Spring break is a time to relax: a time for students to tan beneath the warm, radiant glow of a SMART Board or explore European countries through the “Bienvenidos” posters of World Language classrooms, a time for watching TV on your phone during class or going on college visits via the pamphlets of the College and Career Center.

Yes, spring break is a time for all those things and more because, the Monday of spring break, students will get to recline behind their desks and take in that tropical Expo marker scent in order to make up for six snow days, one more than the five that were built in to the calendar.

Some students reacted negatively to having school that day. “The day itself is kind of pointless because so many students won’t be there,” Max Kaplan ’17 said. “A couple of my teachers have already said they’re not going to do anything big that day,” he added.

On the other hand, Claire Sampson ’15 would prefer not to miss school, but she may have to to visit colleges. “If I have to miss school that day for those visits, I probably just will,” she said. “It’s too hard to fit in all the visits when we don’t have a full week.”

Sampson is not alone. Because the school day will disrupt vacation plans, many students have reported that they will not show up to school on that Monday.

For this reason, teachers are unsure how they’ll treat this day. “It’s really hard to conduct a class with only six kids present,” English teacher Holly Sulzycki said.

English teacher Alex Miller agreed. “Whatever is covered in a class with less than half the students there needs to be covered again,” he said.

Therefore, Sulzycki doesn’t plan on teaching new content that day; instead, she’ll give her students the time to read or to work on projects.

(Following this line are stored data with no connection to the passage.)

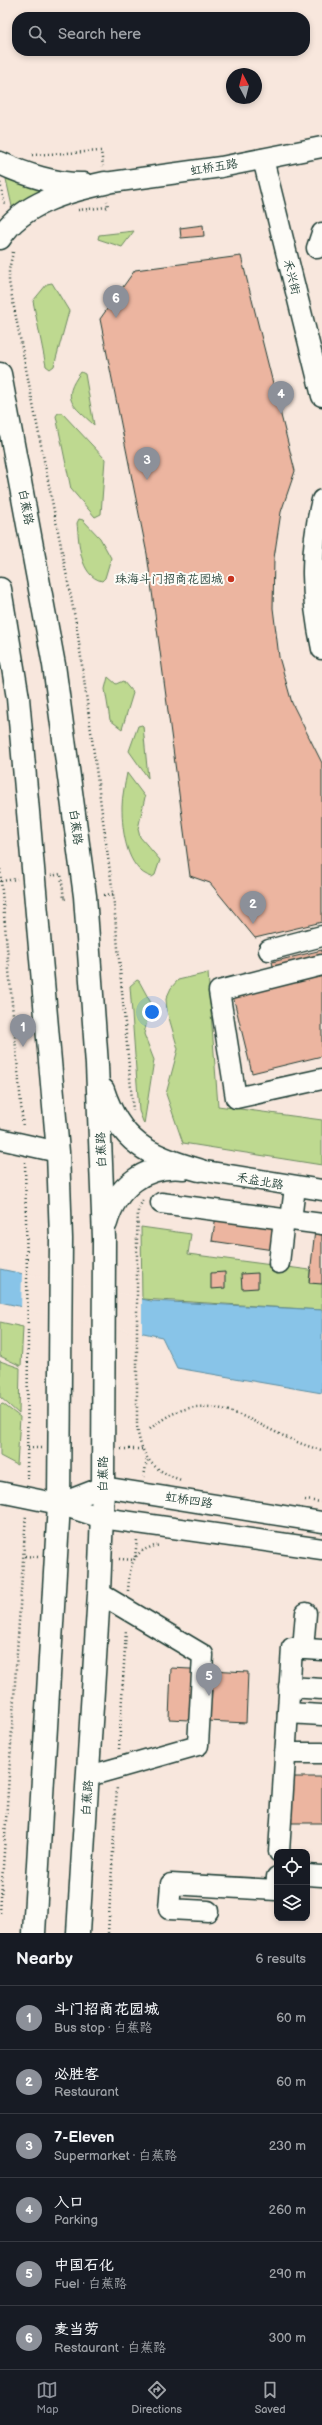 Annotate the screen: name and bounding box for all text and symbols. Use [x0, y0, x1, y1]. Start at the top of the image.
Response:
search box [12, 12, 310, 56]
icon: search [26, 23, 48, 45]
text: Search here [58, 25, 141, 44]
north arrow [226, 68, 262, 104]
street label: 虹桥五路 [189, 156, 239, 179]
street label: 禾兴街 [280, 258, 303, 296]
pin: 6 [103, 285, 129, 318]
pin: 4 [268, 381, 294, 414]
pin: 3 [134, 447, 160, 480]
street label: 白蕉路 [15, 488, 36, 526]
place label: 珠海斗门招商花园城 [115, 572, 223, 587]
marker: 珠海斗门招商花园城 [226, 574, 236, 584]
street label: 白蕉路 [66, 808, 85, 846]
pin: 2 [240, 891, 266, 924]
your location [142, 1002, 162, 1022]
pin: 1 [10, 1014, 36, 1047]
street label: 白蕉路 [93, 1132, 110, 1168]
street label: 禾益北路 [235, 1170, 285, 1193]
street label: 白蕉路 [96, 1456, 111, 1492]
street label: 虹桥四路 [164, 1489, 214, 1512]
pin: 5 [196, 1663, 222, 1696]
street label: 白蕉路 [79, 1780, 96, 1817]
map controls [274, 1849, 310, 1921]
button: locate [274, 1849, 310, 1885]
button: layers [274, 1885, 310, 1921]
text: Nearby [16, 1949, 73, 1969]
text: 6 results [256, 1951, 306, 1967]
text: 斗门招商花园城 [54, 2000, 159, 2019]
text: 1 [26, 2010, 32, 2026]
text: 60 m [276, 2010, 306, 2026]
text: Bus stop · 白蕉路 [54, 2020, 153, 2036]
text: 必胜客 [54, 2065, 99, 2084]
text: 2 [25, 2074, 33, 2090]
text: 60 m [276, 2074, 306, 2090]
text: Restaurant [54, 2084, 119, 2100]
text: 7-Eleven [54, 2128, 114, 2147]
text: 3 [25, 2138, 33, 2154]
text: 230 m [269, 2138, 306, 2154]
text: Supermarket · 白蕉路 [54, 2148, 177, 2164]
text: 入口 [54, 2193, 84, 2212]
text: 4 [25, 2202, 33, 2218]
text: 260 m [268, 2202, 306, 2218]
text: Parking [54, 2212, 98, 2228]
text: 中国石化 [54, 2256, 114, 2275]
text: 5 [25, 2266, 33, 2282]
text: 290 m [269, 2266, 306, 2282]
text: Fuel · 白蕉路 [54, 2276, 127, 2292]
text: 麦当劳 [54, 2320, 99, 2339]
text: 6 [25, 2330, 33, 2346]
text: 300 m [268, 2330, 306, 2346]
text: Restaurant · 白蕉路 [54, 2340, 166, 2356]
tab: Map [36, 2379, 59, 2416]
tab: Directions [131, 2379, 182, 2416]
tab: Saved [255, 2379, 286, 2416]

In contrast, while physics teacher Joanne Klouda is also hesitant to teach new material, she is concerned about being behind, particularly in her AP physics classes.

“I’m going to give a test, and everyone who’s not there is going to get a zero,” she joked. “That’s the opposite of what I’d actually do,” chances are “I’ll teach whatever I’m ready to teach,” she said.

Sara Pinchback, who teaches US History and AP Economics, also plans on using the day as normal. “I plan on it being a productive day, and I don’t plan on reteaching it,” she said. Whichever students miss the class will have to make it up “just like any absence,” she said.

Despite the many students who will be absent, there are still those who plan on coming in to school to truly enjoy spring break. One such student is Connor Mitnick ’14. “I don’t want to fall behind in my school work,” Mitnick said. “I’d rather be sleeping, but school is school.”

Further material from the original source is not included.